Epitaxial film deposition system and epitaxial film formation method

Abstract

An epitaxial film deposition system includes a reactor, a susceptor, a wafer heating unit, a reactant gas supply orifice, and an aperture for venting the reactant gas. The reactant gas is supplied to a reactor region between the susceptor and a graphite plate so as to circulate in layered flow in a direction along the reactor inner wall in the planar direction of a mounted SiC wafer. The temperature of the wafer is controlled by a high frequency coil and halogen lamps based on temperatures detected by a pyrometer.

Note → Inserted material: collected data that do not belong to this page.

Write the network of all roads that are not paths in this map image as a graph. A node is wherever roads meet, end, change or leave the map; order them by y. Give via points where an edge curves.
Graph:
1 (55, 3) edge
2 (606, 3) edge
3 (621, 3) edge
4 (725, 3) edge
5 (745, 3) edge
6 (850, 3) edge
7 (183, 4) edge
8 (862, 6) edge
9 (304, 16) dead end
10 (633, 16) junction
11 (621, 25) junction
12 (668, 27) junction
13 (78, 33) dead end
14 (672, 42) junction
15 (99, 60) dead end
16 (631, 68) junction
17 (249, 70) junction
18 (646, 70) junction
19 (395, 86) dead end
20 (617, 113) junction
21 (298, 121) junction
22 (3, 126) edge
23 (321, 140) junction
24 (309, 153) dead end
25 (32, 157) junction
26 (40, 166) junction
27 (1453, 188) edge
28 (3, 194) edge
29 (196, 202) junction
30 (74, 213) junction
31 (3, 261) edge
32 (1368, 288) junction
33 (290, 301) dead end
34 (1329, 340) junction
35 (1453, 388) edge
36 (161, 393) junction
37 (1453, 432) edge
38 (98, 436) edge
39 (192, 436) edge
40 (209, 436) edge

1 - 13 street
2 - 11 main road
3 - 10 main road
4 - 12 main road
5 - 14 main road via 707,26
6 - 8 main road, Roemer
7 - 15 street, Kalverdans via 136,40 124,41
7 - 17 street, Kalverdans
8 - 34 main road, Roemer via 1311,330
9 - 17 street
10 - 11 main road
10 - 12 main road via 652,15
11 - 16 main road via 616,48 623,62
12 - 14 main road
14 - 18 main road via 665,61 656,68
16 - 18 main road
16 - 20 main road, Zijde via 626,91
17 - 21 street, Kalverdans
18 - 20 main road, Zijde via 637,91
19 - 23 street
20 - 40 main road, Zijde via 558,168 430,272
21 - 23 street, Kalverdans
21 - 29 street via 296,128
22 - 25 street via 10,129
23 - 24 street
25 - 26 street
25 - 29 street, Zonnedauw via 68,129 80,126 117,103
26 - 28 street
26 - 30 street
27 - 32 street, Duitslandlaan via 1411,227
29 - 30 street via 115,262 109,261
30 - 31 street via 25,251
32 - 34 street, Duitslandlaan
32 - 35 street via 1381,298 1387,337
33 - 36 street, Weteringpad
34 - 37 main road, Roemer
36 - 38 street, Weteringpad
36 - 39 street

By circulating the reactant gas over the surface of the stationary wafer, it is possible to form, under various process conditions, an SiC epitaxial film having good film quality and good uniformity of film thickness, without providing any wafer rotation mechanism.

Description

BACKGROUND OF THE INVENTION AND RELATED ART STATEMENT [0001] The present invention relates to an epitaxial film deposition system and an epitaxial film deposition method, and in particular, relates to an epitaxial film deposition system and an epitaxial film deposition method which are used in formation of an epitaxial film of silicon carbide (SiC) or silicon (Si) or the like. [0002] Although Si is the main material used at the moment for semiconductor devices, it is predicted that the replacement thereof by SiC will progress from now onward, in particular in the field of semiconductor devices for electric power or the like. However, when forming an SiC film by epitaxial growth during the formation of a semiconductor device, the current situation is that there is no effective unit which can reliably prevent crystal defects such as so-called micro pipes and stacking faults, such as are sometimes created during such film formation. It is strongly desirable to provide a stable unit for...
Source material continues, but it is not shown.